Jet flying in turbulent weather...

The problems for Jet Airways are incresing just like the taxes n surcharges on air tickets... it all started when Kingfisher changed its business model from being a LCC to a full service premium airline & started taking on Jet... Then came its IPO & the Jet sahres were listed above Rs. 1000 per share. But, only then its decision to acquire Air Sahara came. The market & even the department heads of Jet reacted to it very sharply (agianst the deal). Share prices tumbled by nearly 50%, which till now have not been able to touch its listed prices, many of the department heads left Jet . Every body knows the end result of the deal... Air Sahara becoming Jetlite.
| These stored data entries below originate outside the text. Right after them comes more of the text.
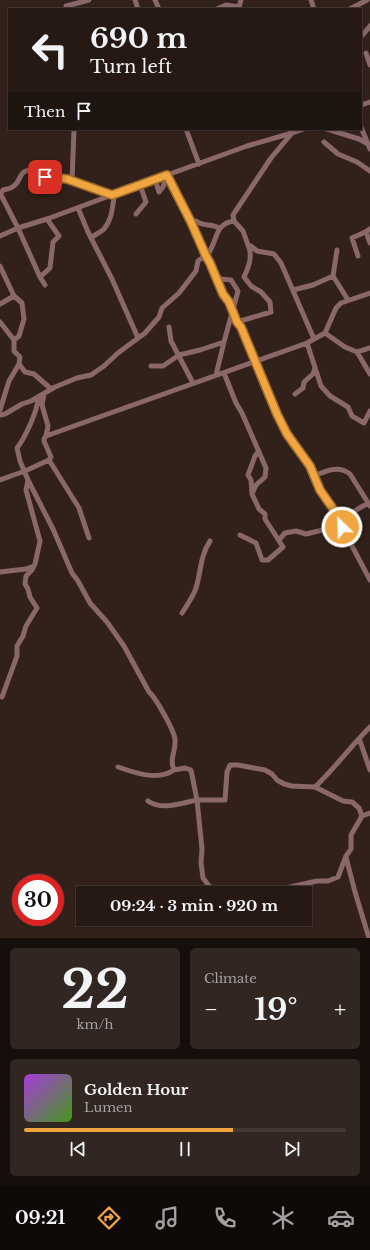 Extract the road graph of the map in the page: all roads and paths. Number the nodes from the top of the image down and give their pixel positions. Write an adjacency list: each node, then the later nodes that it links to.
1 (88, 0): 5 (street)
2 (236, 0): 7 (street)
3 (241, 0): 7 (street)
4 (368, 0): 8 (street)
5 (66, 6)
6 (219, 8): 7 (street)
7 (239, 8)
8 (352, 8)
9 (370, 26): 10 (street)
10 (362, 36)
11 (366, 53): 12 (street)
12 (370, 64)
13 (362, 129): 19 (street)
14 (74, 130): 24 (street)
15 (186, 130): 20 (street)
16 (330, 130): 19 (street)
17 (291, 131): 20 (street); 31 (street)
18 (324, 142): 21 (street)
19 (369, 146)
20 (199, 164): 22 (street)
21 (370, 171)
22 (167, 175): 23 (street); 23 (street); 32 (street)
23 (155, 178): 25 (street)
24 (72, 181): 26 (street); 27 (street)
25 (140, 185): 27 (street); 29 (street)
26 (0, 193): 33 (street)
27 (114, 194): 28 (street); 37 (street)
28 (78, 208): 30 (street); 37 (street)
29 (136, 214)
30 (48, 219): 33 (street); 46 (street)
31 (234, 221): 34 (street); 39 (street)
32 (191, 222): 34 (street); 41 (street)
33 (18, 228): 36 (street); 46 (street)
34 (219, 228): 41 (street)
35 (368, 231): 38 (street); 42 (street)
36 (0, 236)
37 (91, 238): 58 (street)
38 (370, 243)
39 (248, 245): 48 (street); 55 (street)
40 (337, 250): 45 (street)
41 (206, 256): 44 (street); 58 (street)
42 (358, 256)
43 (0, 266): 50 (street)
44 (214, 271): 53 (street); 53 (street)
45 (333, 276): 48 (street); 51 (street)
46 (40, 277): 47 (street)
47 (45, 285)
48 (293, 290): 59 (street)
49 (370, 293): 51 (street)
50 (14, 296): 52 (street); 60 (street)
51 (348, 300): 57 (street)
52 (0, 304)
53 (233, 311): 55 (street); 61 (street)
54 (0, 322): 60 (street)
55 (237, 322): 66 (street)
56 (169, 327): 65 (street)
57 (325, 333): 59 (street); 64 (street)
58 (138, 338): 74 (street)
59 (314, 339): 62 (street)
60 (14, 340): 67 (street)
61 (224, 342): 65 (street); 72 (street)
62 (307, 343): 66 (street); 69 (street)
63 (370, 348): 64 (street)
64 (357, 352): 71 (street)
65 (178, 355): 68 (street); 73 (street)
66 (254, 360): 70 (street); 85 (street)
67 (19, 364): 74 (street); 78 (street)
68 (151, 366)
69 (315, 368): 76 (street); 79 (street)
70 (224, 373): 72 (street); 82 (street)
71 (370, 374)
72 (216, 375): 73 (street)
73 (193, 383): 81 (street)
74 (50, 390): 75 (street)
75 (44, 394): 77 (street); 81 (street)
76 (295, 394)
77 (38, 398): 80 (street); 84 (street)
78 (0, 410)
79 (370, 411)
80 (0, 415)
81 (46, 436): 83 (street)
82 (258, 452): 88 (street); 88 (street)
83 (49, 460): 84 (street); 92 (street)
84 (25, 471): 86 (street); 87 (street)
85 (314, 476): 89 (street); 90 (street)
86 (0, 480)
87 (28, 480): 95 (street); 103 (street)
88 (252, 494): 93 (street)
89 (369, 505): 90 (street)
90 (339, 521): 93 (street); 97 (street)
91 (240, 534): 93 (street)
92 (89, 538)
93 (279, 540)
94 (210, 541): 98 (street)
95 (34, 566): 96 (street); 99 (street)
96 (0, 572)
97 (370, 580)
98 (182, 613)
99 (2, 697)
100 (370, 727): 105 (street)
101 (360, 741): 104 (street)
102 (118, 767): 103 (street)
103 (174, 770): 106 (street)
104 (370, 770)
105 (315, 787): 106 (street); 109 (street)
106 (197, 800): 107 (street); 110 (street)
107 (148, 801)
108 (370, 813): 109 (street)
109 (362, 816): 110 (street)
110 (346, 856): 111 (street)
111 (369, 938)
By that time there were so many entrants & tough competition from LCC's started eating up its profit. In the mean time, International routes were opened for Indian private carriers & Jet tried to capitalise on this oppurtunity. Jet purchased new aircrafts...exactly the same time competition came from Air India with its new image, services, planes, etc... Jet just trying to handle this situation, Kingfisher announced its acquisition of Air Deccan to directly take Jet Airways head on. As of now Jet & Kingfisher have equal market share of nearly 29% (with thier combined entities respectively). As of now, all the decisions taken by it are going against Jet's favour... but, if Jet is able to survive this turbulance, I believe that Jet will return to its earlier position not only in Indian Aviation but, it will show the same performance internationally.